Hacker News new | ask | show | jobs
by apohn 3160 days ago
>40% of people survey spend >1-2 hours per week searching for another job. Surprising given all companies complain about the difficulty in finding data scientists/machine learners.

I've hired data scientists in the past. One thing I found is that a lot of interviewees want to talk about all the algorithms (e.g. Gradient Boosting) they've used and are not able to describe how they thought through the problems before they applied the algorithms. It's easier to find somebody who downloaded some mostly clean data, then copy/pasted some code than a person actually thinks through the quantification of a problem. There are a lot of buzzword artists out there.

This is important because in a lot of organizations the business problems have not yet been quantified in a way that lends itself to getting meaningful and valid results from an algorithm. The Data Scientist has to be able to work with others to quantify a problem. Or at a minimum, recognize that there are issues with the current way the problem is quantified and think of ways to improve it. It's much easier to teach somebody to run a data algorithm than it is to actually understand a business problem.

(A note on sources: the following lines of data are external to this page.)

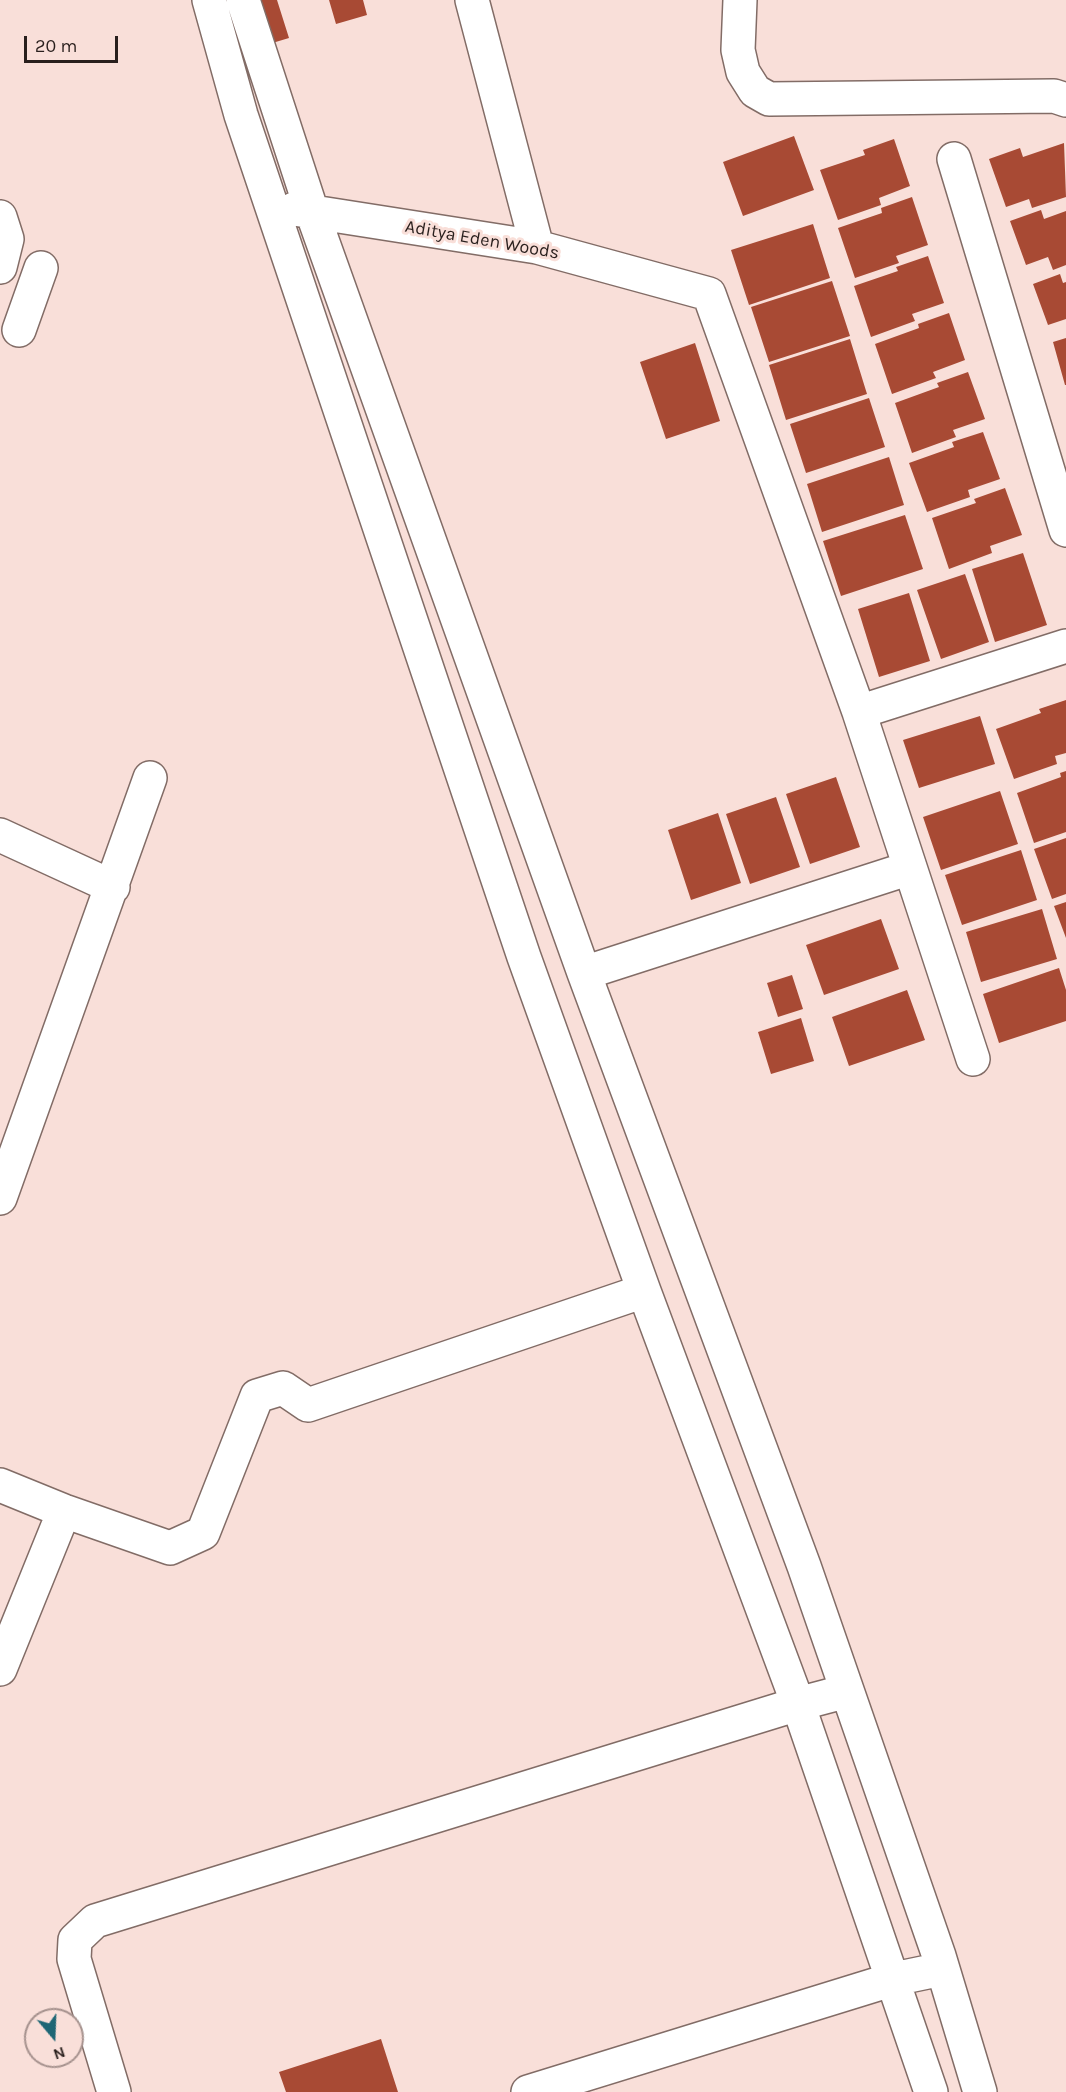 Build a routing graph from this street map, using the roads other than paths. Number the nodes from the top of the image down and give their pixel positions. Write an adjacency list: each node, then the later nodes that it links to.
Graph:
1 (209, 0): 7 (street)
2 (243, 0): 8 (street)
3 (472, 0): 10 (street)
4 (740, 0): 5 (street)
5 (1066, 100)
6 (954, 159): 14 (street)
7 (271, 206): 8 (street, Aditya Eden Woods); 24 (street)
8 (312, 212): 10 (street, Aditya Eden Woods); 21 (street)
9 (0, 217): 11 (street)
10 (537, 247): 16 (street, Aditya Eden Woods)
11 (0, 267)
12 (41, 268): 13 (street)
13 (21, 331)
14 (1066, 530)
15 (1066, 646): 16 (street)
16 (859, 712): 19 (street)
17 (150, 778): 20 (street)
18 (0, 835): 20 (street)
19 (910, 868): 21 (street); 22 (street)
20 (113, 887): 23 (street)
21 (584, 973): 28 (street)
22 (973, 1059)
23 (0, 1198)
24 (644, 1291): 26 (street); 29 (street)
25 (0, 1485): 26 (street)
26 (64, 1511): 27 (street)
27 (0, 1669)
28 (848, 1691): 29 (street); 30 (street)
29 (798, 1704): 31 (street); 33 (street)
30 (942, 1969): 31 (street); 36 (street)
31 (894, 1980): 32 (street); 35 (street)
32 (607, 2080): 34 (street)
33 (114, 2092)
34 (528, 2092)
35 (931, 2092)
36 (980, 2092) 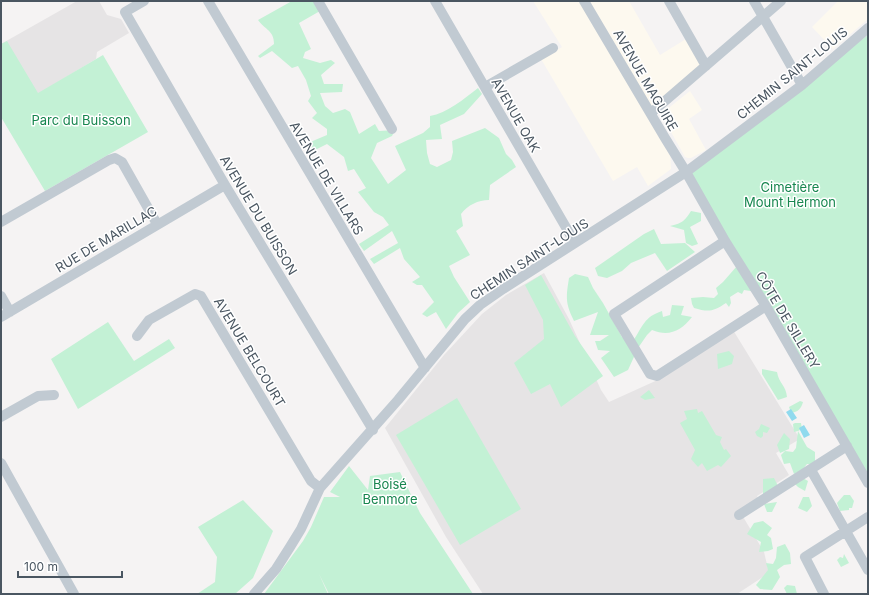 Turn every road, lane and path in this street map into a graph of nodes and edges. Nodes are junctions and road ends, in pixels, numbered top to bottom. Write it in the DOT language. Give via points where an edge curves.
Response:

There are issues with people doing the hiring as well. In my last job (not a software company), the VP of the group had pushed to get headcount for a data science team and was fearful of making the wrong hire because he didn't want to say "We hired a data scientist at 2X-3X the cost of a Business Analyst and that was a bad hire." The end result was a massive amount of paralysis, an insanely long and convoluted job description, and complaints about the hiring pipeline.

1 comments

I agree with your assessment that a lot of times the business problems have been put into a form that lends itself to exploitation by machine learning. Sometimes a company has a lot of data that's actually useless.

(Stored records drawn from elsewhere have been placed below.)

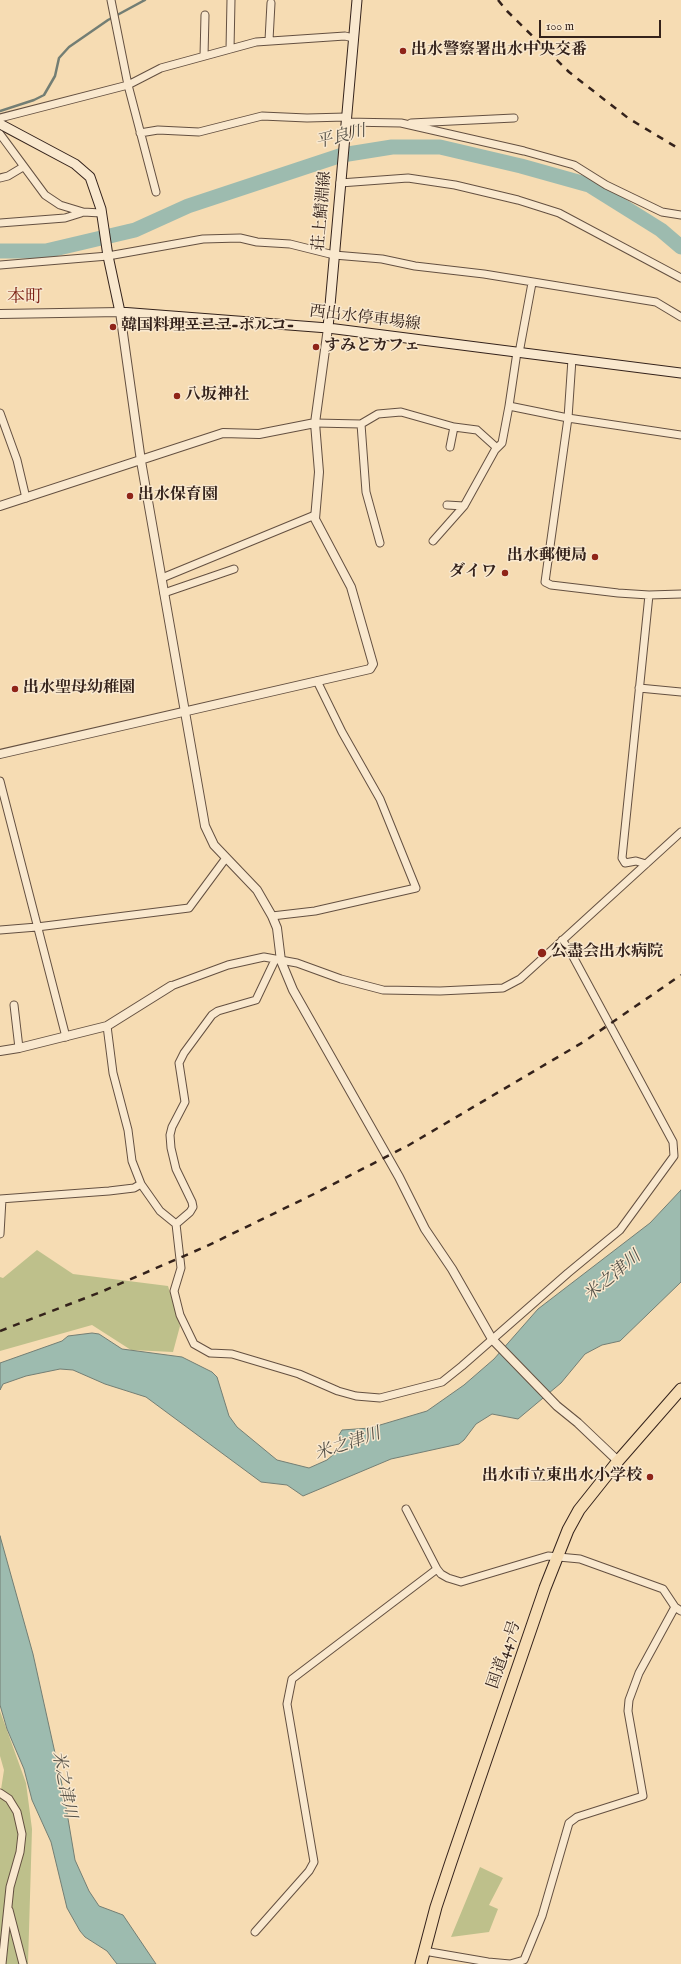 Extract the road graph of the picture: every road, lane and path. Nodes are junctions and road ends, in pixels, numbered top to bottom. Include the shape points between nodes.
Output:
1 (111, 0) edge
2 (231, 0) edge
3 (357, 0) edge
4 (271, 3) dead end
5 (205, 15) dead end
6 (353, 38) junction
7 (269, 40) junction
8 (230, 49) junction
9 (204, 56) junction
10 (128, 85) junction
11 (0, 118) edge
12 (514, 118) dead end
13 (346, 120) junction
14 (401, 123) junction
15 (0, 124) edge
16 (140, 133) junction
17 (0, 134) edge
18 (23, 167) junction
19 (0, 178) edge
20 (340, 183) junction
21 (156, 192) dead end
22 (83, 212) junction
23 (101, 213) junction
24 (681, 215) edge
25 (0, 223) edge
26 (108, 256) junction
27 (334, 256) junction
28 (0, 265) edge
29 (681, 278) edge
30 (532, 283) junction
31 (120, 312) junction
32 (0, 314) edge
33 (681, 318) edge
34 (328, 328) junction
35 (518, 352) junction
36 (572, 359) junction
37 (681, 373) edge
38 (509, 406) junction
39 (0, 413) edge
40 (568, 418) junction
41 (315, 423) junction
42 (361, 424) junction
43 (454, 427) junction
44 (681, 435) edge
45 (450, 447) dead end
46 (497, 448) junction
47 (141, 461) junction
48 (26, 498) junction
49 (447, 505) dead end
50 (0, 506) edge
51 (464, 506) junction
52 (315, 515) junction
53 (434, 541) dead end
54 (380, 543) dead end
55 (234, 569) dead end
56 (162, 578) junction
57 (164, 592) junction
58 (681, 594) edge
59 (649, 595) junction
60 (317, 681) junction
61 (639, 688) junction
62 (681, 692) edge
63 (185, 712) junction
64 (0, 754) edge
65 (0, 781) edge
66 (681, 832) edge
67 (226, 858) junction
68 (646, 864) junction
69 (272, 916) junction
70 (37, 927) junction
71 (0, 930) edge
72 (562, 940) junction
73 (278, 960) junction
74 (171, 986) joint
75 (14, 1005) dead end
76 (107, 1026) junction
77 (66, 1037) junction
78 (19, 1048) junction
79 (0, 1051) edge
80 (141, 1184) junction
81 (1, 1199) edge
82 (176, 1224) junction
83 (0, 1234) edge
84 (492, 1339) junction
85 (681, 1389) edge
86 (618, 1461) junction
87 (406, 1509) dead end
88 (556, 1557) junction
89 (437, 1569) junction
90 (678, 1609) edge
91 (0, 1793) edge
92 (8, 1906) junction
93 (255, 1932) dead end
94 (424, 1951) junction
95 (2, 1964) edge
96 (23, 1964) edge
97 (421, 1964) edge

1 - 10 street
2 - 8 street
3 - 6 main road, 荘上鯖淵線
4 - 7 street
5 - 9 street
6 - 7 street via 345,36
6 - 13 main road, 荘上鯖淵線
7 - 8 street
8 - 9 street
9 - 10 street via 161,68
10 - 11 street
10 - 16 street
12 - 14 street
13 - 14 street
13 - 16 street via 262,116 198,132 158,130
13 - 20 main road, 荘上鯖淵線
14 - 24 street via 574,165 606,185 662,212
15 - 23 main road via 75,164 90,177
16 - 21 street
17 - 18 street
18 - 19 street
18 - 22 street via 45,195 60,205
20 - 27 main road, 荘上鯖淵線
20 - 29 street via 408,178 455,185 518,200 559,213
22 - 23 street
22 - 25 street via 65,218
23 - 26 main road
26 - 27 street via 184,242 240,238 290,244
26 - 28 street
26 - 31 main road
27 - 30 street via 382,259
27 - 34 main road, 荘上鯖淵線
30 - 33 street via 656,302
30 - 35 street
31 - 32 street
31 - 34 main road, 西出水停車場線
31 - 47 street
34 - 35 main road, 西出水停車場線
34 - 41 street
35 - 36 main road, 西出水停車場線
35 - 38 street
36 - 37 main road, 西出水停車場線
36 - 40 street
38 - 40 street
38 - 46 street via 502,443
39 - 48 street via 17,460
40 - 44 street
40 - 59 street via 545,582 551,586
41 - 42 street
41 - 47 street via 259,434 223,433
41 - 52 street via 319,472
42 - 43 street via 378,414 401,412
42 - 54 street via 366,492
43 - 45 street
43 - 46 street via 477,430
46 - 51 street
47 - 48 street
47 - 56 street
48 - 50 street
49 - 51 street
51 - 53 street
52 - 56 street
52 - 60 street via 351,587 373,664 370,669
55 - 57 street
56 - 57 street
57 - 63 street
58 - 59 street
59 - 61 street
60 - 63 street
60 - 69 street via 380,799 416,888 315,911
61 - 62 street
61 - 68 street via 622,858 625,863 636,861
63 - 64 street
63 - 67 street via 205,826 214,845
65 - 70 street
66 - 68 street
67 - 69 street via 257,890
67 - 70 street via 189,908
68 - 72 street
69 - 73 street via 277,928
70 - 71 street
70 - 77 street
72 - 73 street via 520,979 503,988 493,989 383,990 341,979 297,963
72 - 84 street via 673,1142 674,1156 620,1230
73 - 74 street via 264,957 228,965
73 - 82 street via 256,1000 212,1015 179,1063 185,1102 172,1127 171,1148 176,1168 193,1207
73 - 84 street via 399,1177 425,1230 452,1269
74 - 76 street
75 - 78 street
76 - 77 street
76 - 80 street via 113,1073 128,1130 132,1161
77 - 78 street
78 - 79 street
80 - 81 street via 134,1188 109,1191
80 - 82 street via 160,1211
81 - 83 street
82 - 84 street via 181,1268 174,1291 194,1344 210,1353 232,1354 299,1374 338,1391 380,1398 442,1382
84 - 86 street via 557,1406 578,1422
85 - 86 highway, 国道447号
86 - 88 highway, 国道447号 via 579,1510
87 - 89 street
88 - 89 street via 548,1556 461,1582 441,1574
88 - 90 street via 580,1559 663,1589
88 - 94 highway, 国道447号 via 450,1862
89 - 93 street via 292,1679 287,1704 314,1862
90 - 94 street via 642,1666 629,1700 628,1711 643,1796 577,1817 569,1823 542,1916 524,1960 510,1964
91 - 92 street via 9,1799 17,1812 22,1834
92 - 95 street
92 - 96 street
94 - 97 highway, 国道447号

Most of the time, I've found that business people do not understand the value of data. Often I hear, "we have this data set, let's unleash the data scientist on this to tell us something." or "we have this data set but what are the so-whats here?".

I spend a lot of my time explaining that there must first be a business objective, a key question, or hypothesis that can then be understood through data. I cannot take a haystack and find the needle that is interesting to you. And if I do find that needle, many times there are no resulting changes made to our strategy.

I think we're still in a place where the value in a data scientist is not that she knows how to write: fit <- lm(target ~ ., data = customers)

The value exists when she can take a problem from the business, understand how to find a solution with data, and then convey that back to the business in a meaningful way that allows them to easily understand how they can make changes to positively impact the bottom line.

>I spend a lot of my time explaining that there must first be a business objective, a key question, or hypothesis that can then be understood through data. I cannot take a haystack and find the needle that is interesting to you. And if I do find that needle, many times there are no resulting changes made to our strategy.

IMO a number of data science positions should be considered partly research positions. You are hiring somebody think critically about how to generate high value/impact from data. This includes exploring if there is a different way to think about a business problem than it has been formulated in the past. This may include defining and collecting data when you discover the existing (or non-existent) data isn't appropriate. As with any research, you'll sometimes realize the path you are on is wrong and a correction is needed.

The "find all the needles in this haystack" is a totally different worldview and throws a lot of critical thinking out the window. I think this really plays into the idea that an organization can hire a person who is going to do immediate "magic" with algorithms and zero effort beyond that. You can slice/dice and p-hack your way into a million thoughtless and useless "insights."

The organizations I have seen that do best at this have teams of data scientists collaborating with devs/engineers and business analysts... there need to be a lot of different research activities going on most of which are working off the same data/compute infrastructure but with some people dissatisfied and pushing the edge of course. Also regarding hiring pipelines I would discourage hiring based on technology keywords as anyone that is a good fit should be intelligent and curious enough to pick up their new employer's tech stack relatively quickly.